Through the process of evolution man became hardwired for negative emotions, like fear and anger. These afflictive emotions rose to dominance in our life due to their survival benefit.
Fear is protective. When we are fearful we are vigilant of danger. The cave man walking down the path, large club in hand, scanning his surroundings for predators, survived. The happy go lucky dreamer lost in the beauty of the sky became a saber-toothed tiger’s desert.
Anger is survival. Anger mobilizes the fight response. Through anger we overcome adversity of all kinds.
Each morning I awake. If I lie in bed and let my mind drift, it naturally moves to all my problems. What will go wrong? How can I possibly meet the obligations I have undertaken? What about all the people and situations who have targeted me for pain?

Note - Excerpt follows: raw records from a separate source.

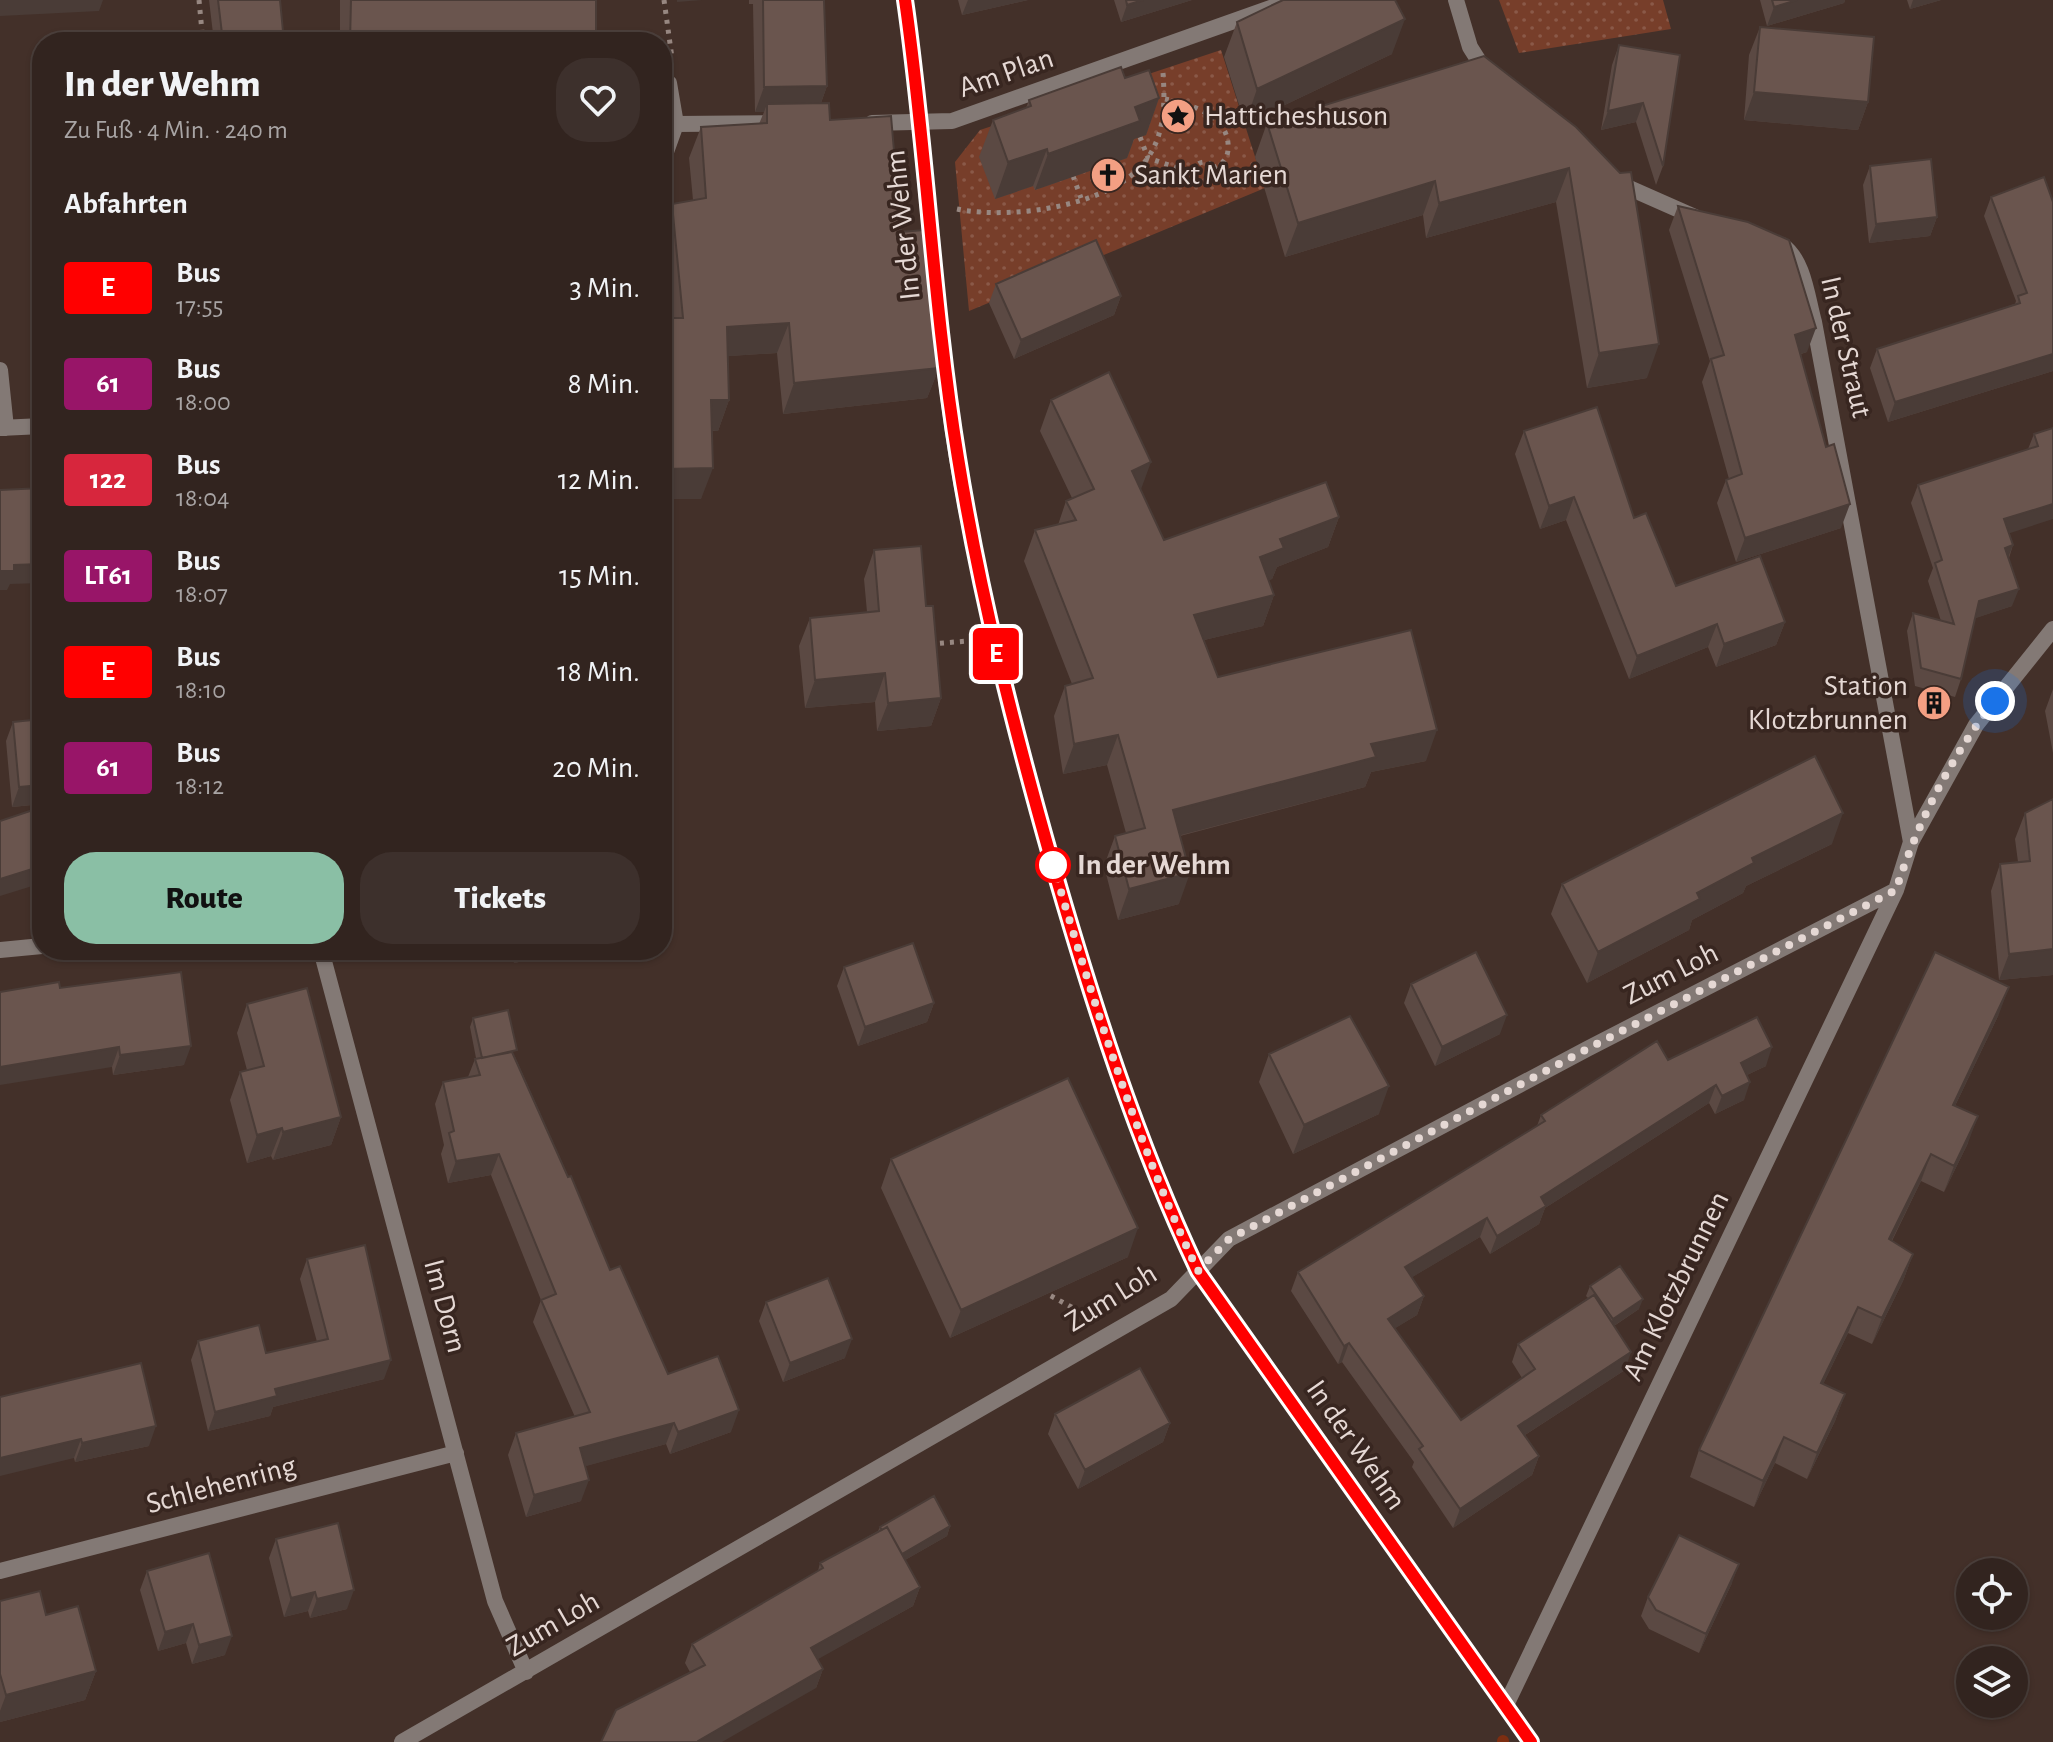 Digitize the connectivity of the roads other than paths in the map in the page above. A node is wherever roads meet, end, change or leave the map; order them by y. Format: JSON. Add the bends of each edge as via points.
{"nodes":[{"id":1,"x":905,"y":0,"type":"edge"},
{"id":2,"x":1293,"y":0,"type":"edge"},
{"id":3,"x":1456,"y":0,"type":"edge"},
{"id":4,"x":1500,"y":89,"type":"edge"},
{"id":5,"x":672,"y":101,"type":"edge"},
{"id":6,"x":921,"y":122,"type":"junction"},
{"id":7,"x":798,"y":123,"type":"edge"},
{"id":8,"x":860,"y":123,"type":"edge"},
{"id":9,"x":676,"y":124,"type":"junction"},
{"id":10,"x":672,"y":135,"type":"edge"},
{"id":11,"x":1604,"y":175,"type":"edge"},
{"id":12,"x":1704,"y":220,"type":"edge"},
{"id":13,"x":1765,"y":239,"type":"edge"},
{"id":14,"x":0,"y":370,"type":"edge"},
{"id":15,"x":32,"y":427,"type":"edge"},
{"id":16,"x":3,"y":428,"type":"edge"},
{"id":17,"x":2053,"y":629,"type":"edge"},
{"id":18,"x":1911,"y":842,"type":"junction"},
{"id":19,"x":1896,"y":890,"type":"junction"},
{"id":20,"x":32,"y":947,"type":"edge"},
{"id":21,"x":0,"y":950,"type":"edge"},
{"id":22,"x":324,"y":960,"type":"edge"},
{"id":23,"x":1198,"y":1271,"type":"junction"},
{"id":24,"x":456,"y":1453,"type":"junction"},
{"id":25,"x":0,"y":1571,"type":"edge"},
{"id":26,"x":526,"y":1672,"type":"junction"},
{"id":27,"x":1506,"y":1705,"type":"junction"},
{"id":28,"x":402,"y":1742,"type":"edge"},
{"id":29,"x":1531,"y":1742,"type":"edge"}],
"edges":[{"from":1,"to":6,"type":"street","name":"In der Wehm"},
{"from":2,"to":6,"type":"street","name":"Am Plan","via":[[952,121]]},
{"from":3,"to":4,"type":"street","via":[[1470,47]]},
{"from":5,"to":9,"type":"street"},
{"from":6,"to":8,"type":"street","name":"Am Plan"},
{"from":6,"to":23,"type":"street","name":"In der Wehm","via":[[957,455],[1010,714],[1081,962],[1169,1210]]},
{"from":7,"to":9,"type":"street"},
{"from":9,"to":10,"type":"street"},
{"from":11,"to":12,"type":"street","via":[[1674,211]]},
{"from":13,"to":18,"type":"street","name":"In der Straut","via":[[1791,251],[1814,322]]},
{"from":14,"to":16,"type":"street"},
{"from":15,"to":16,"type":"street"},
{"from":17,"to":18,"type":"street","name":"Am Klotzbrunnen","via":[[1976,725]]},
{"from":18,"to":19,"type":"street","name":"Am Klotzbrunnen"},
{"from":19,"to":23,"type":"street","name":"Zum Loh","via":[[1229,1239]]},
{"from":19,"to":27,"type":"street","name":"Am Klotzbrunnen"},
{"from":20,"to":21,"type":"street"},
{"from":22,"to":24,"type":"street","name":"Im Dorn"},
{"from":23,"to":26,"type":"street","name":"Zum Loh","via":[[1171,1299]]},
{"from":23,"to":27,"type":"street","name":"In der Wehm"},
{"from":24,"to":25,"type":"street","name":"Schlehenring"},
{"from":24,"to":26,"type":"street","name":"Im Dorn","via":[[495,1601]]},
{"from":26,"to":28,"type":"street","name":"Zum Loh"},
{"from":27,"to":29,"type":"street","name":"In der Wehm"}]}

Most mornings I feel fine. I take my medical health for granted; I take no joy in my good health. But give me a sniffle, an ache or a pain and I become totally absorbed by the irrevocable catastrophe that is my body.
When I do marital therapy I often notice that 95% of the marital relationship is smooth and good. The negative 5%, however, is what preoccupies a couple. Like the black holes in the universe that 5% absorbs the psychic energy of the relationship, and turns it to dark.

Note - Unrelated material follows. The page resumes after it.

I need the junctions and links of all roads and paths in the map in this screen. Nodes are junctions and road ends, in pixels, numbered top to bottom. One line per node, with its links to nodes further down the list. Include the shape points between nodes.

Left to its own, the mind will always create misery.

Perhaps it seems unfair, but because of our bio-psychology, we must work to cultivate positive feelings. Afflictive emotions are a reflex; positive emotions a discipline. Such positive feelings are lower in the psychological /adaptive hierarchy than the reflexive feelings of fear and anger.
The positive emotions of love, compassion and joy have to be planted, nourished and harvested. We must teach ourselves happiness, as it does not often arise naturally.
Each morning I meditate on the joy of being alive. I center my fragmented and worried mind by reminding myself of all the blessings I have. The benefit of work. The beauty of nature. The relationships which have touched me. I even seek the beauty in the pain that life has brought me, for pain too is a teacher imbuing me with the potential of growth. Sometimes I must search hard, but buried beneath layers of self-pity and despair is the golden light of being alive. Beneath the darkness is gratitude.
David Stendl-Rast has written, “Gratefulness, The Heart of Prayer, and an Approach to Life in Fullness”, which is a blueprint for incorporating gratitude into our daily lives. It contains both theory and practice for incorporating gratitude into one’s daily life.